Of course, it may represent a plan quality issue, but that’s much harder to prove from first glances. You’d need to dig into that on your own Friday afternoon.
If you find user queries experiencing optimizer timeouts, it may solve the problem to simplify them as much as possible. Breaking long queries up into #temp tables is a popular solution for this.
Thanks for reading!
Going Further
If this is the kind of SQL Server stuff you love learning about, you’ll love my training. I’m offering a 75% discount to my blog readers if you click from here.

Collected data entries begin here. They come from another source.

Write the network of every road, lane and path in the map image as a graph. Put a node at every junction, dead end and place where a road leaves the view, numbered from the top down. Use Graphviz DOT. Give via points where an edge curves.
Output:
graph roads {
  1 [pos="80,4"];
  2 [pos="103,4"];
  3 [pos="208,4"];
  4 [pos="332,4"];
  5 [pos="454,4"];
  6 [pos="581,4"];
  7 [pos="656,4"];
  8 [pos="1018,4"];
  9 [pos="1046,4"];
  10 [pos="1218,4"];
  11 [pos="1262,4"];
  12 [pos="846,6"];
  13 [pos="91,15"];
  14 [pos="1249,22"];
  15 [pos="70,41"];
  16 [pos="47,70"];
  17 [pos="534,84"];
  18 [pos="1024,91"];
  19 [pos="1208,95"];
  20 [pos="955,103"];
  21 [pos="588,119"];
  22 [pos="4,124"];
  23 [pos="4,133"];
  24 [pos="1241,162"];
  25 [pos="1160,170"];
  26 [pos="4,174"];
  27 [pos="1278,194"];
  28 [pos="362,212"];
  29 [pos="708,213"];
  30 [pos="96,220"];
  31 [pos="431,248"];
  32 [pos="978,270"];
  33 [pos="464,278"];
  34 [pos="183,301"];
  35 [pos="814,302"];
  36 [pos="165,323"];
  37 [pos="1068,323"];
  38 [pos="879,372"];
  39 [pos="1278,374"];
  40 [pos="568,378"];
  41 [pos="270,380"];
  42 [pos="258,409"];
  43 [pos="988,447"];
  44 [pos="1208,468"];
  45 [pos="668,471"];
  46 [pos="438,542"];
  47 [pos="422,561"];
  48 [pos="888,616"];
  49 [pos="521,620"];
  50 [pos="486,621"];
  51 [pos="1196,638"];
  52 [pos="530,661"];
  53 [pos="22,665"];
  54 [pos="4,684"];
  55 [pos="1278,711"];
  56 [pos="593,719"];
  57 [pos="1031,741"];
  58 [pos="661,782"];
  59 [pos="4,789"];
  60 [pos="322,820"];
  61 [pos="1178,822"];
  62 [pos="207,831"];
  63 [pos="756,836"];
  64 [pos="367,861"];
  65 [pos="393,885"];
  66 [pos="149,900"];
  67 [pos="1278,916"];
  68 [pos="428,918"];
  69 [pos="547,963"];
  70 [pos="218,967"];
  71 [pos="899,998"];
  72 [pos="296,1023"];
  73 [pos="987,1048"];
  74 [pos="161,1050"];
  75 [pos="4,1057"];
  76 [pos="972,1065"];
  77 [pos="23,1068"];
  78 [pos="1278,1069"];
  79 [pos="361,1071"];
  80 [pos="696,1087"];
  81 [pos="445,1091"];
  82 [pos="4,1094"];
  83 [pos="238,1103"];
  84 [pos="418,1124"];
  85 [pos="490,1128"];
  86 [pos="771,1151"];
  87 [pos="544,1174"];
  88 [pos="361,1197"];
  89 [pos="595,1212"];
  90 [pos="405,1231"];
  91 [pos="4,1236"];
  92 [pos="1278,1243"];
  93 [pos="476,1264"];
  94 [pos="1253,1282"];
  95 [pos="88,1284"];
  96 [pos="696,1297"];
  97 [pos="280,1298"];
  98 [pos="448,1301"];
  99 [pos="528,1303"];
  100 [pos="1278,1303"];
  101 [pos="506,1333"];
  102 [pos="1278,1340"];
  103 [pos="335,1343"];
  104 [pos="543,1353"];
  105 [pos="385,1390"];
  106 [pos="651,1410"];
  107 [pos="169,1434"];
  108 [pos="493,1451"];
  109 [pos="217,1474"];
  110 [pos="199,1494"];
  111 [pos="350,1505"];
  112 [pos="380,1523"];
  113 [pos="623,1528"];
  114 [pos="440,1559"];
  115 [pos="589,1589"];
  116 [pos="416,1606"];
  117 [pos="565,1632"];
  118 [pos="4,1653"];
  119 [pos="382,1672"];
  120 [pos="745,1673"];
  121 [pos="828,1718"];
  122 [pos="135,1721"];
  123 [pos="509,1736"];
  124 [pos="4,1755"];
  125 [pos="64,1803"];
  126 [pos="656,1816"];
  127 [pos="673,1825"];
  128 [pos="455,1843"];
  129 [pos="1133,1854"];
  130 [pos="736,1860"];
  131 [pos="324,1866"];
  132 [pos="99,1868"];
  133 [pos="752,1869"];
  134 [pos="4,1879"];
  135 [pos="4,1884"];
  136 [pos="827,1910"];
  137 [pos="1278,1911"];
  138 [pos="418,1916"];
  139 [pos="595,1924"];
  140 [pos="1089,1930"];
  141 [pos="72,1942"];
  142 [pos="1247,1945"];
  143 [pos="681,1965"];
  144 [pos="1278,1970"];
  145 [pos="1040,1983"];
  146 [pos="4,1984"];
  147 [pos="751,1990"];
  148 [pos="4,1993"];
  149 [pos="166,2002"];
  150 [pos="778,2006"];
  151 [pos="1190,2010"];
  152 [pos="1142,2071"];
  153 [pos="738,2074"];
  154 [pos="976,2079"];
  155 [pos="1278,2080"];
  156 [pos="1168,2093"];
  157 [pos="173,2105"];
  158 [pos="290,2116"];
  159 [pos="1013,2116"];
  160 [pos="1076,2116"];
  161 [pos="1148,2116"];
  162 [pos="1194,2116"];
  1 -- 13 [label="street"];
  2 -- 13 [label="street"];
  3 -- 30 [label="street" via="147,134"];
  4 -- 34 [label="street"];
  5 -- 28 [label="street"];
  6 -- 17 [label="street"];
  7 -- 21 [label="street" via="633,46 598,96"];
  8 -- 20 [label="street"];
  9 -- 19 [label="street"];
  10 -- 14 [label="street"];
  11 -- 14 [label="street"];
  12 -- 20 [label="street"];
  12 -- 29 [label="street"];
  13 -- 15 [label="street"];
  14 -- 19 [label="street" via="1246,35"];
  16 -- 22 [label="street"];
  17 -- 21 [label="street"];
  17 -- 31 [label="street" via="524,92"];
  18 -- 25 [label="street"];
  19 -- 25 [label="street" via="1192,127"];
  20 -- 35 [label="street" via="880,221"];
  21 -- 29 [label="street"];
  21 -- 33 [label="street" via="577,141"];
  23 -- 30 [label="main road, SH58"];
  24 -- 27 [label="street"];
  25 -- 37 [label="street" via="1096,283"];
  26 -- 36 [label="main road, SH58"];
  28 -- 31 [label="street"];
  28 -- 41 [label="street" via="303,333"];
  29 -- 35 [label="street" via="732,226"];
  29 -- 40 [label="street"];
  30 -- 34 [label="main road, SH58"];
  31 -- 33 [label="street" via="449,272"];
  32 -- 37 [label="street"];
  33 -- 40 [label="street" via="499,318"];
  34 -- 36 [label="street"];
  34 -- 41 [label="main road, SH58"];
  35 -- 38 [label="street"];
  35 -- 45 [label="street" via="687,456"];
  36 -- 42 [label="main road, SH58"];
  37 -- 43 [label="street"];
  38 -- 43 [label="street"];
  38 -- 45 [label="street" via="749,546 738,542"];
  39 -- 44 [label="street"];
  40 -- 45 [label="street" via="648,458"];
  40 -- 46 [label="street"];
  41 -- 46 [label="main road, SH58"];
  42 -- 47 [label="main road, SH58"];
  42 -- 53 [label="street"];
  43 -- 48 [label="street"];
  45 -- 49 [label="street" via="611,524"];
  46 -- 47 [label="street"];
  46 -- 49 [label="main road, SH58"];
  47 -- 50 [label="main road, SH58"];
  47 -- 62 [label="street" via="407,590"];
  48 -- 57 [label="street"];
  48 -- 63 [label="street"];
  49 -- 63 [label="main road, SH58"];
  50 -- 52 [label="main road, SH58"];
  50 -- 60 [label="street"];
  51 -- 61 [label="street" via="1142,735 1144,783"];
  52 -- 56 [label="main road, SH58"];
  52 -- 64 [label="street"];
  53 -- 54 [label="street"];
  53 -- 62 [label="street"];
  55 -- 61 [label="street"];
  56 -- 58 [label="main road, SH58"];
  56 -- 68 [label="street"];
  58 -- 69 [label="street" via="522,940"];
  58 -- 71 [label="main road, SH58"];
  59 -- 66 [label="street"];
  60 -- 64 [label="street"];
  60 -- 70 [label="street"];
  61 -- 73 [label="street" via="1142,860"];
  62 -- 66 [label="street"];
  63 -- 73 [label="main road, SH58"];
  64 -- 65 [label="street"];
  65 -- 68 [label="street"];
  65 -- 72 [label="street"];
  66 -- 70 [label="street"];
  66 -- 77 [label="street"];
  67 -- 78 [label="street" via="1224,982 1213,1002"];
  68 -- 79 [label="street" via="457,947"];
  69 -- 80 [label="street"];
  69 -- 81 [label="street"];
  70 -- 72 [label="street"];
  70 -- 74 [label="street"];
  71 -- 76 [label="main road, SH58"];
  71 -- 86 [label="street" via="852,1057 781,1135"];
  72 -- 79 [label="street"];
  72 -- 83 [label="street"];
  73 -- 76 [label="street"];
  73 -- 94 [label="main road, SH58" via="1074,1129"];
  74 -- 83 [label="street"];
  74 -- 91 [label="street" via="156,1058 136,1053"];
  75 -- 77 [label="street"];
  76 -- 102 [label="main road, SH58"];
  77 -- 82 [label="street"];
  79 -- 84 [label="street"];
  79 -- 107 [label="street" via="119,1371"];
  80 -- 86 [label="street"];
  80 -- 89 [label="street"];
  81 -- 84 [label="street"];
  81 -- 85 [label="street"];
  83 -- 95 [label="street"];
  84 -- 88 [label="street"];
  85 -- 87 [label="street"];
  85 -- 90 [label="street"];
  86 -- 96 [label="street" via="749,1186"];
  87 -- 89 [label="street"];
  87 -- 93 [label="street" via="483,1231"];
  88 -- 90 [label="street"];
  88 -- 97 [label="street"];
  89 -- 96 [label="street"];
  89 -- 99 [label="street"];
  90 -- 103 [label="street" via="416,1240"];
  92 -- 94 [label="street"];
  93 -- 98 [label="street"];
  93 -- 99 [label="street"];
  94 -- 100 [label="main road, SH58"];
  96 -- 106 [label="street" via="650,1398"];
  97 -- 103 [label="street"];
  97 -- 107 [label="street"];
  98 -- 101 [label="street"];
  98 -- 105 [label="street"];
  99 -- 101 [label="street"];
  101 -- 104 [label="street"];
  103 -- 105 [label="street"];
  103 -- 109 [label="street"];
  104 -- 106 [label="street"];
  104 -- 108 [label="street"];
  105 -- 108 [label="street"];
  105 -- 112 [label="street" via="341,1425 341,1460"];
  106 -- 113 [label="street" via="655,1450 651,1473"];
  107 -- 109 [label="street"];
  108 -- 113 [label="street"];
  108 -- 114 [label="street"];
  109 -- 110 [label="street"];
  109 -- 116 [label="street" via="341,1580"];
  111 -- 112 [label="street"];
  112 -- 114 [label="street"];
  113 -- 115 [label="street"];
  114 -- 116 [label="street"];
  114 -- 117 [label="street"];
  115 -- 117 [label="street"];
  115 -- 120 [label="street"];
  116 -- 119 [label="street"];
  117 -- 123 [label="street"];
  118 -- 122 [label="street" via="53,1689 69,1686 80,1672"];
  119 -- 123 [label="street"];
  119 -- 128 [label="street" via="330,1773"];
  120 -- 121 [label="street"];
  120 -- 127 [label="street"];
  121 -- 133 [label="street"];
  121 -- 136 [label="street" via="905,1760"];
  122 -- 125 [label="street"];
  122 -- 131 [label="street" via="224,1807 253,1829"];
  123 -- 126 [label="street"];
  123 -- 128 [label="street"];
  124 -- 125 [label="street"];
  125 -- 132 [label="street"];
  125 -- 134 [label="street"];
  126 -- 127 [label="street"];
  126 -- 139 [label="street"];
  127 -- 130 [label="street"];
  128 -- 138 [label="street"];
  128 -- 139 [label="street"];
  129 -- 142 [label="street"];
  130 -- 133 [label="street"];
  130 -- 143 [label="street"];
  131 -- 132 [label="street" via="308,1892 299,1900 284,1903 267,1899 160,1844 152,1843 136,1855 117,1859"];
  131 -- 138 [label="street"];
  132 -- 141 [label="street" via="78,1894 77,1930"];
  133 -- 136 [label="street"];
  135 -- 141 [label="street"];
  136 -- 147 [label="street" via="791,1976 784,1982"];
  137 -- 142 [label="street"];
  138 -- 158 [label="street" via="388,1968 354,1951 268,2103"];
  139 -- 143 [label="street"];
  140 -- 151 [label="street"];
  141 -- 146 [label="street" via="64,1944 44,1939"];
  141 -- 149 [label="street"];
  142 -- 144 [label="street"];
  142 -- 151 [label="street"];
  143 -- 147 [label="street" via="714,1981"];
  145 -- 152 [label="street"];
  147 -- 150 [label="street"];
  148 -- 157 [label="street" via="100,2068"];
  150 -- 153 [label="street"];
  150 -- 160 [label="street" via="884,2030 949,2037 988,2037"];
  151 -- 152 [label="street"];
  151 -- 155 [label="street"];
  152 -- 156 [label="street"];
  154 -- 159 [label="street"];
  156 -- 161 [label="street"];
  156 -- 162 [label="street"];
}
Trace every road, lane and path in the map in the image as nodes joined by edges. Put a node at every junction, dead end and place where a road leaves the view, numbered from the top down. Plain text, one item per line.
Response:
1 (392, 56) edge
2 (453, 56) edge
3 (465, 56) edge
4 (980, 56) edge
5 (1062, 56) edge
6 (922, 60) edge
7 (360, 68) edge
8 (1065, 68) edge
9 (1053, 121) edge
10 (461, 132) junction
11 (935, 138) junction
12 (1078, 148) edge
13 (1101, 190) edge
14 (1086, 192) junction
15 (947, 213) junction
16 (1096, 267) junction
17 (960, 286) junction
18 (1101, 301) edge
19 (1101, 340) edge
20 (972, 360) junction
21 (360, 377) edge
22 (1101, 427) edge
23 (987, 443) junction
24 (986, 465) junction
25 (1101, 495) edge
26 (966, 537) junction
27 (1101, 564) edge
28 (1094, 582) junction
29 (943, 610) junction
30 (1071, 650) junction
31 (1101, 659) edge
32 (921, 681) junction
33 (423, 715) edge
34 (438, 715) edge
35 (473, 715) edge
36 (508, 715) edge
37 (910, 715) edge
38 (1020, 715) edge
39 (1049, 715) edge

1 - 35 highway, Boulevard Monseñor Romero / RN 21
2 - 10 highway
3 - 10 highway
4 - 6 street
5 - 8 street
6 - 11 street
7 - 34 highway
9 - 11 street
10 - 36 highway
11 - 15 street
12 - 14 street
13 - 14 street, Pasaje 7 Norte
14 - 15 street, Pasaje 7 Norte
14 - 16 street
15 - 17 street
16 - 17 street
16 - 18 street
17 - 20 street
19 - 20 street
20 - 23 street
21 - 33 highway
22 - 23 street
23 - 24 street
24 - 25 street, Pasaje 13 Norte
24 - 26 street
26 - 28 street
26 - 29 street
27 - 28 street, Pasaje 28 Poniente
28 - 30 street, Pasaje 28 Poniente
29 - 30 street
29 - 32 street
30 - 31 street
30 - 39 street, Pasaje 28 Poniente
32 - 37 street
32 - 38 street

I’m also available for consulting if you just don’t have time for that and need to solve performance problems quickly.
Where I work we have a number of nested views that seem to be worse for getting optimized in SQL 2019 than previous versions. I am seeing some pretty high compile time ms with some well over 1000.
Hopefully SQL 2022 will improve on this.
Why would it do that?
SELECT REVERSE(‘amanaplanacanalpanama’)
Yeah try doing that twice though 🤔
Is there a way to grant the SQL Server optimizer extended time to study a particular query that we want to optimize?
Oracle has something called SQL profiles.
Yes, there’s a trace flag that I’m not allowed to publicize.